Backyard Birder

Architecture

Inspiration

I live in an area that is visited by many a variety of birds (and squirrels). I thought it wold be interesting to explore the abilities of Amazon's DeepLens to be able to identify bird species by both visual and song characteristics as well as keep track of how many squirrels disrupt the feeders each day.

I had a difficult time finding good seed image libraries for bird species and wanted to get my hands dirty with this new hardware. I thought I could leverage the ease of getting a sample project running on DeepLens to do a course collection of bird images that I could further develop into my species identification model. enter image description here

enter image description here

What does the application do and goals of the project

The AWS DeepLens hardware allows locally running image processing to occur using models trained using a variety of machine learning methodologies. The graphics processing hardware allows for low latency video stream processing at the edge (i.e. disconnected from the cloud).

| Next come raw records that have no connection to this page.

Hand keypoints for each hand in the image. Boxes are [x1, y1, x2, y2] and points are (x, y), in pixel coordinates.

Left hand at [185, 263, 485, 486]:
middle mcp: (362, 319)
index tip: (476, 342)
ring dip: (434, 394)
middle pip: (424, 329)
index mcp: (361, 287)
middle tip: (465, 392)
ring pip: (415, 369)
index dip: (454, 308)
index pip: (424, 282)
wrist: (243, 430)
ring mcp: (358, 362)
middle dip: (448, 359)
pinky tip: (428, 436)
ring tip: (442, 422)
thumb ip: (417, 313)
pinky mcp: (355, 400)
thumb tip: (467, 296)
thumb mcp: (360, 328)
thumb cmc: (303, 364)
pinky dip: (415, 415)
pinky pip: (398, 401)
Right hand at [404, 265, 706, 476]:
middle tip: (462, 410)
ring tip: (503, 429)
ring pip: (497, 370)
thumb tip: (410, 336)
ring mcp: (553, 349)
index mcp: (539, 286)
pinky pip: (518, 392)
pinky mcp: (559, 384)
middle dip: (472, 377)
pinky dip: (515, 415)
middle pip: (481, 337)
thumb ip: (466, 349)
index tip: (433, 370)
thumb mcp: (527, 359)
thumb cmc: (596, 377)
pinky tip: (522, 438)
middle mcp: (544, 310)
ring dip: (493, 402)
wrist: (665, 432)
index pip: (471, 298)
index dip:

My application, using an included sample MXNet trained model (deeplens-object-detection), identifies the visitors to my bird feeders in my yard. The sample model is able to identify birds with reasonable accuracy. There is no classification for squirrels in this model but they score relatively likely against the "cat" and "dog" classifier (this is a hackathon, isn't it?). Upon a high identification probability score of recognizing a bird or a squirrel, a message is published to a message topic (MQTT) where a lister process will tally the counts and store them to a database where a daily squirrel vs. bird scorecard can be accessed via the web.

Web Page

The output isn't pretty but it shows your running identification counts.

This trigger could be extended to take some physical action to deter the squirrel from the feeder, however I am less concerned with that and more interested in collecting positive bird species samples for a more specific bird model.

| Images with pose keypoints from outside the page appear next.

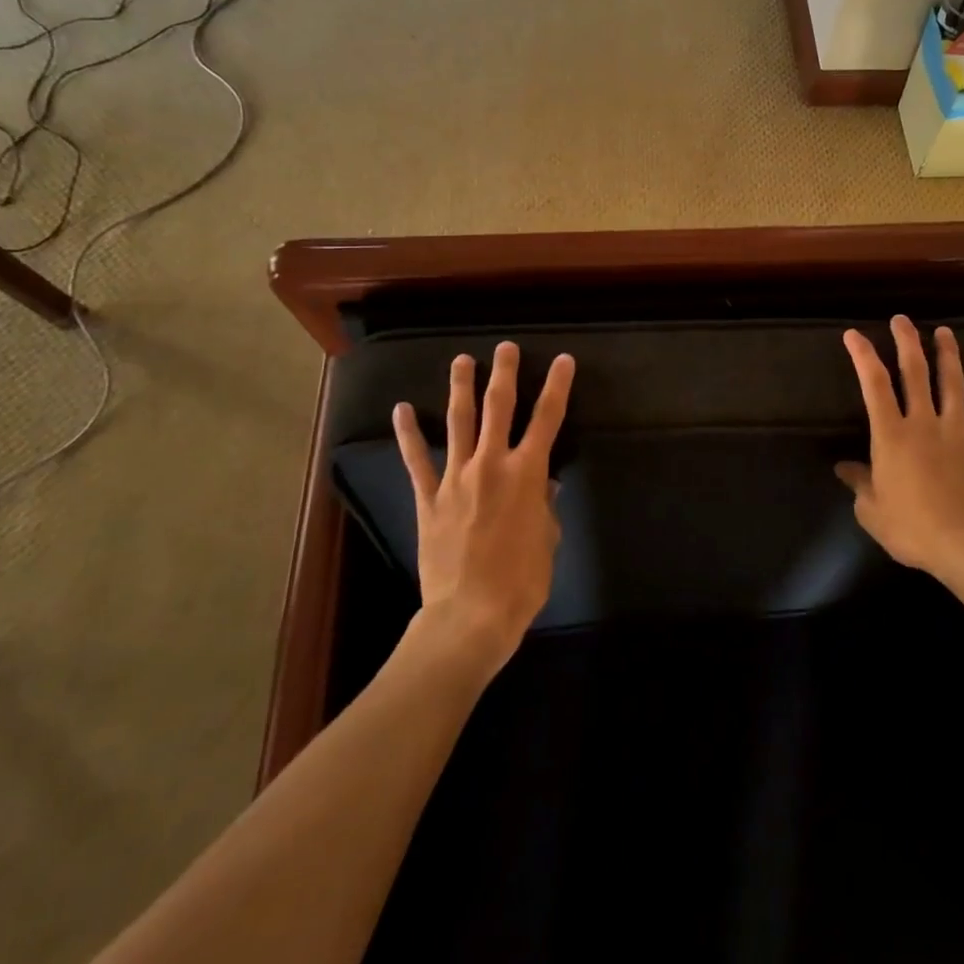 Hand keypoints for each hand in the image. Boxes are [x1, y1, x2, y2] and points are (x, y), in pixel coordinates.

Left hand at [393, 342, 575, 675]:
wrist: (469, 616)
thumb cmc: (521, 582)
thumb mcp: (548, 541)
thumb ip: (544, 507)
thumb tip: (544, 486)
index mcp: (527, 474)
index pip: (547, 419)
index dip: (558, 387)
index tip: (563, 360)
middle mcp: (491, 465)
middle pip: (499, 408)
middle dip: (504, 373)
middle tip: (506, 348)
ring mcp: (456, 478)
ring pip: (459, 423)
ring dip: (461, 388)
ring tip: (461, 360)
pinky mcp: (429, 498)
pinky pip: (417, 460)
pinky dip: (408, 434)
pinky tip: (400, 410)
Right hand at [837, 316, 963, 588]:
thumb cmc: (912, 529)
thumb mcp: (871, 511)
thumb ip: (859, 484)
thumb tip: (844, 468)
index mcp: (892, 436)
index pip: (874, 385)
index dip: (863, 356)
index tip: (853, 334)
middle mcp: (925, 425)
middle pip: (915, 374)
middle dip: (907, 343)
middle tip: (901, 319)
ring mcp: (959, 435)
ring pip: (953, 387)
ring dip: (949, 358)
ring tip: (945, 333)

Initially I utilizes a pre-trained model, but this is the first step in a broader project that is a "train the trainer" application. Using existing coarse models as the source for generating new seed images to train a new model using AWS SageMaker, in this case, to specifically identify bird species.

Check out this video of the detection: youtube

This project will give you some information about the DeepLens framework, hardware and a references to a guide for setting up your own device and customizing a model to do your own detection.

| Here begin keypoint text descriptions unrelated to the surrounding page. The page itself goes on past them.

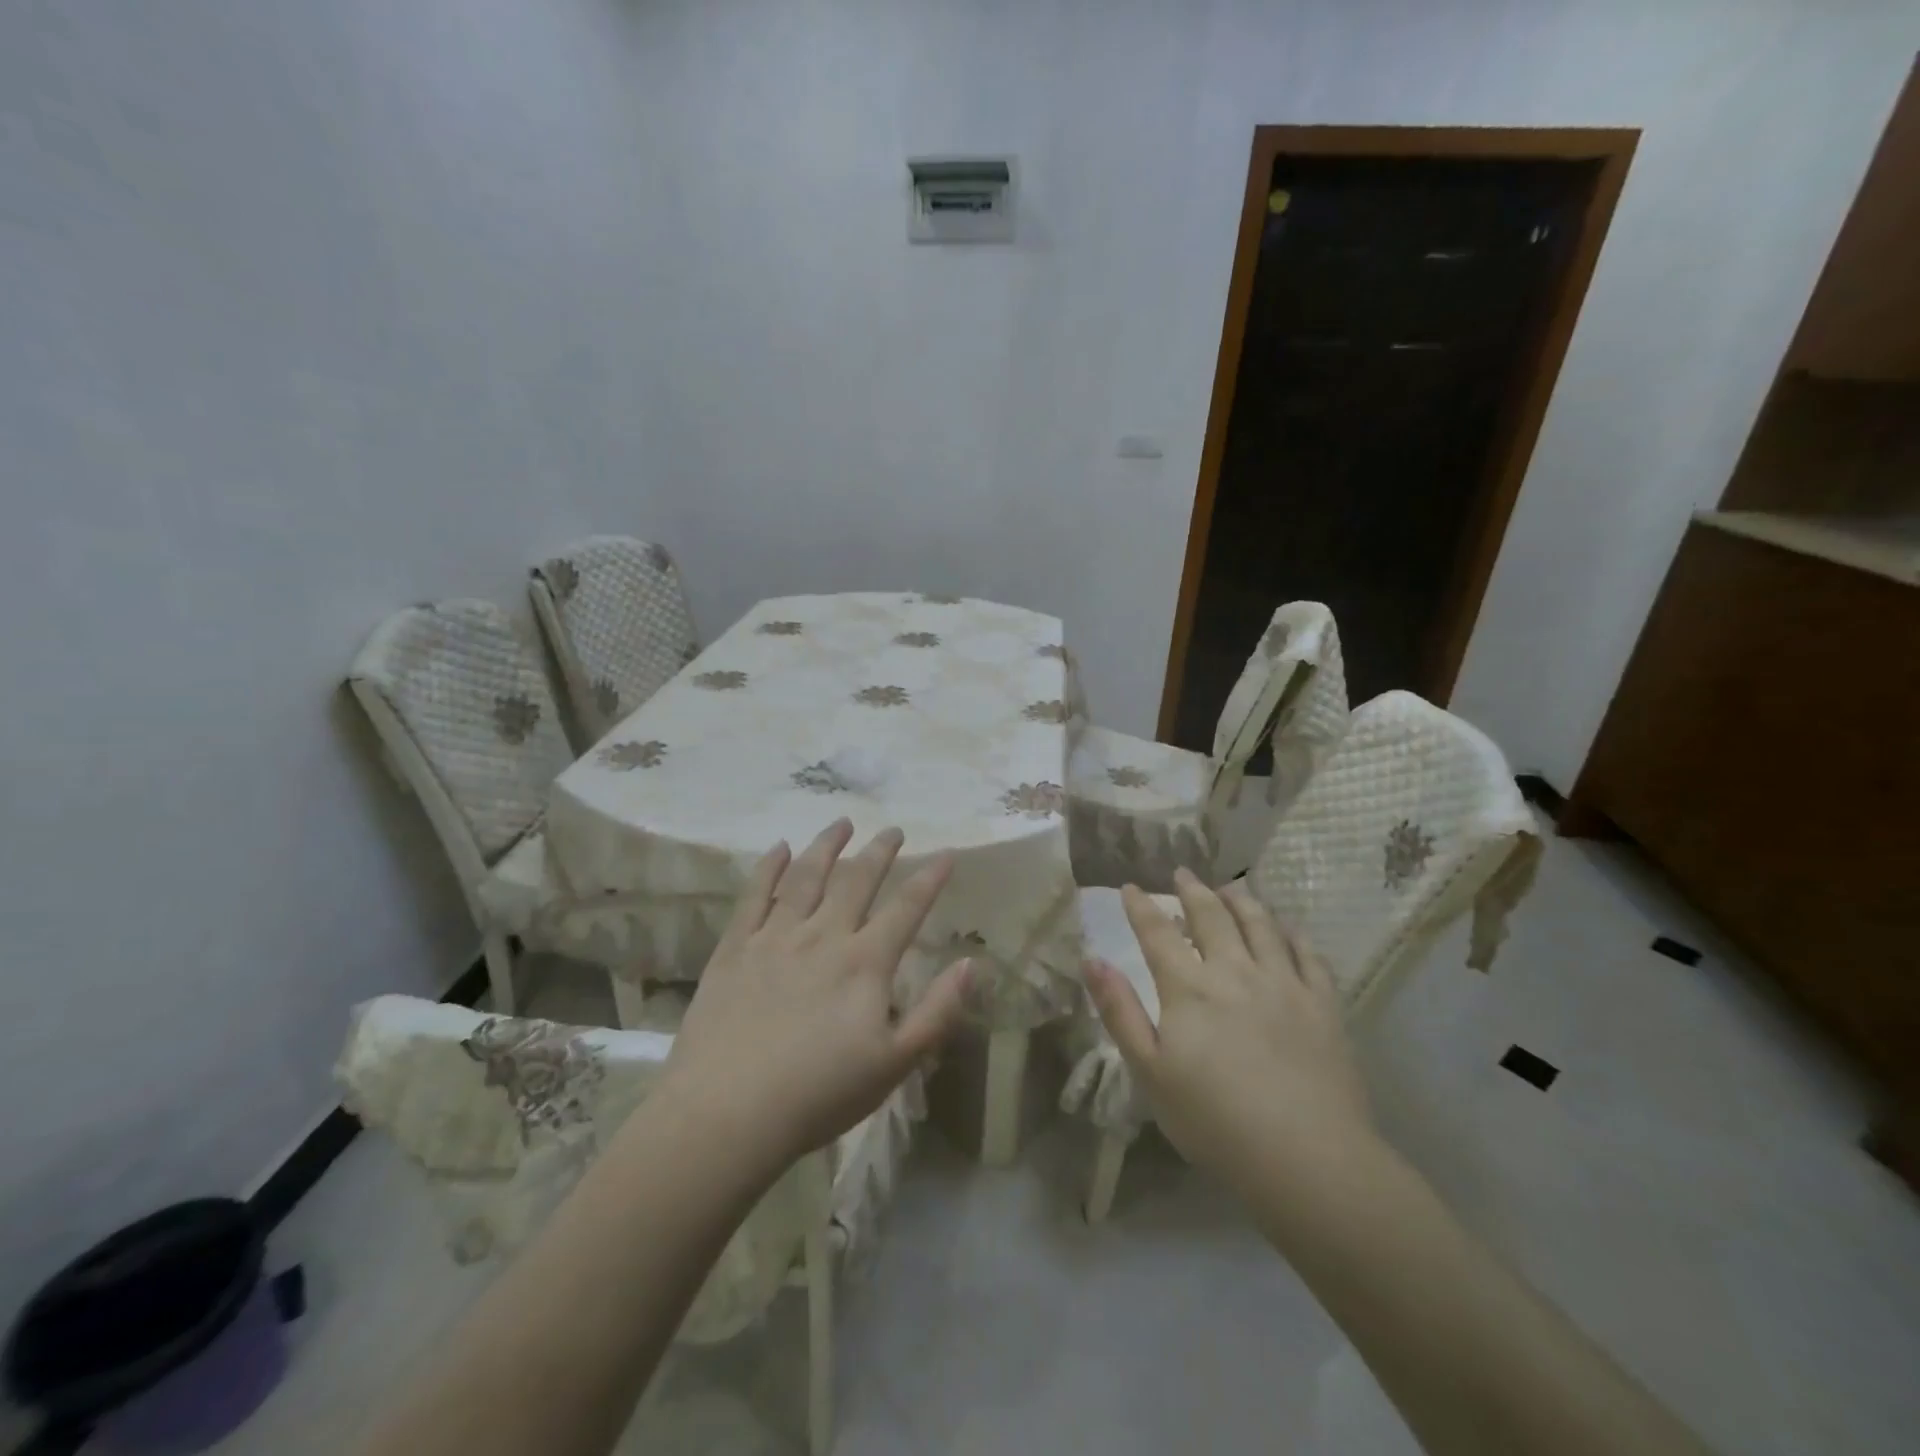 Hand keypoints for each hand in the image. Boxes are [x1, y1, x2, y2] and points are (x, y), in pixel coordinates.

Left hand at [661, 820, 969, 1167]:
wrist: (728, 1113)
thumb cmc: (819, 1094)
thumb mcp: (895, 1064)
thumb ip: (937, 1011)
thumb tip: (971, 964)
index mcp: (865, 963)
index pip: (907, 907)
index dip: (930, 877)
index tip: (947, 852)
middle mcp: (823, 936)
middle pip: (857, 880)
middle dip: (880, 851)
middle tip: (893, 830)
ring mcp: (775, 937)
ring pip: (806, 876)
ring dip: (827, 846)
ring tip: (841, 823)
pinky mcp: (735, 948)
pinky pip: (754, 895)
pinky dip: (769, 867)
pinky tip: (778, 848)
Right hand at [1085, 870, 1373, 1193]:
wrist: (1307, 1158)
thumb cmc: (1215, 1121)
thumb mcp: (1150, 1072)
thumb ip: (1120, 1012)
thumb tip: (1092, 960)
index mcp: (1190, 988)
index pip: (1158, 934)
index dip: (1141, 907)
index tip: (1130, 887)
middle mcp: (1235, 971)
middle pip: (1212, 917)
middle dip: (1193, 891)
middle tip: (1183, 873)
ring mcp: (1284, 984)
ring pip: (1261, 925)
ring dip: (1241, 901)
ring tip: (1231, 888)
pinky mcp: (1322, 1004)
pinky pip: (1308, 955)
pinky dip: (1293, 934)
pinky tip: (1287, 929)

I encourage you to use it as a starting point to exploring this platform. The code to this project can be found on github at https://github.com/plangdon/deeplens_birds.

The architecture of this solution can be adapted to support your trained model and notification/action pipeline.

Solution Architecture

In designing this architecture, I had the following goals:

Push as much processing and resource utilization to "the edge"
- video bandwidth is large, sending video stream to cloud for processing would be expensive and have high latency
- notifications or counts are orders of magnitude smaller than video and easy sent to cloud for storage and action
- constant video processing in the cloud would incur lots of CPU costs
Support image capture locally so device could be deployed to remote location without 100% connectivity or on low-bandwidth networks (cellular)
- images captured of birds would be incorporated into future training for specific species identification
- locally stored images can be off-loaded from device on demand when network is enabled or physically removed via removable media (sneaker-net)
Support notifications to the cloud using secure, messaging protocol

Solution Architecture

Running on the AWS DeepLens is Greengrass Core allowing Lambda code to run on DeepLens hardware.
Lambda code deployed to DeepLens processes the image recognition/inference from the loaded model, handles the secure messaging to AWS IoT and saves local files when identification criteria is met.
Messages are published to AWS IoT using MQTT
AWS IoT Rules forward detection data to DynamoDB
DynamoDB stores timestamp and probability scores from detected animals
Inside of Elastic Beanstalk, a Node.js web server hosts a page with the day's tally of bird and squirrel sightings stored on DynamoDB.

Deep Lens Introduction

Chances are this is your first look at AWS DeepLens so I wanted to cover a quick intro to the hardware and the AWS components used in this project.

Amazon DeepLens - What Is It?

According to Amazon, DeepLens is "the world’s first deep learning enabled video camera for developers." From Amazon's DeepLens Portal: AWS DeepLens Portal

AWS DeepLens is a wireless video camera and API that you can use to learn how to use the latest Artificial Intelligence (AI) tools and technology and develop your own computer vision applications. Use AWS DeepLens to get hands-on experience using a physical camera that runs real-time computer vision models, examples, and tutorials. Get started with AWS DeepLens by using any of the pretrained models that come with your device. As you become proficienct, you can develop, train, and deploy your own models.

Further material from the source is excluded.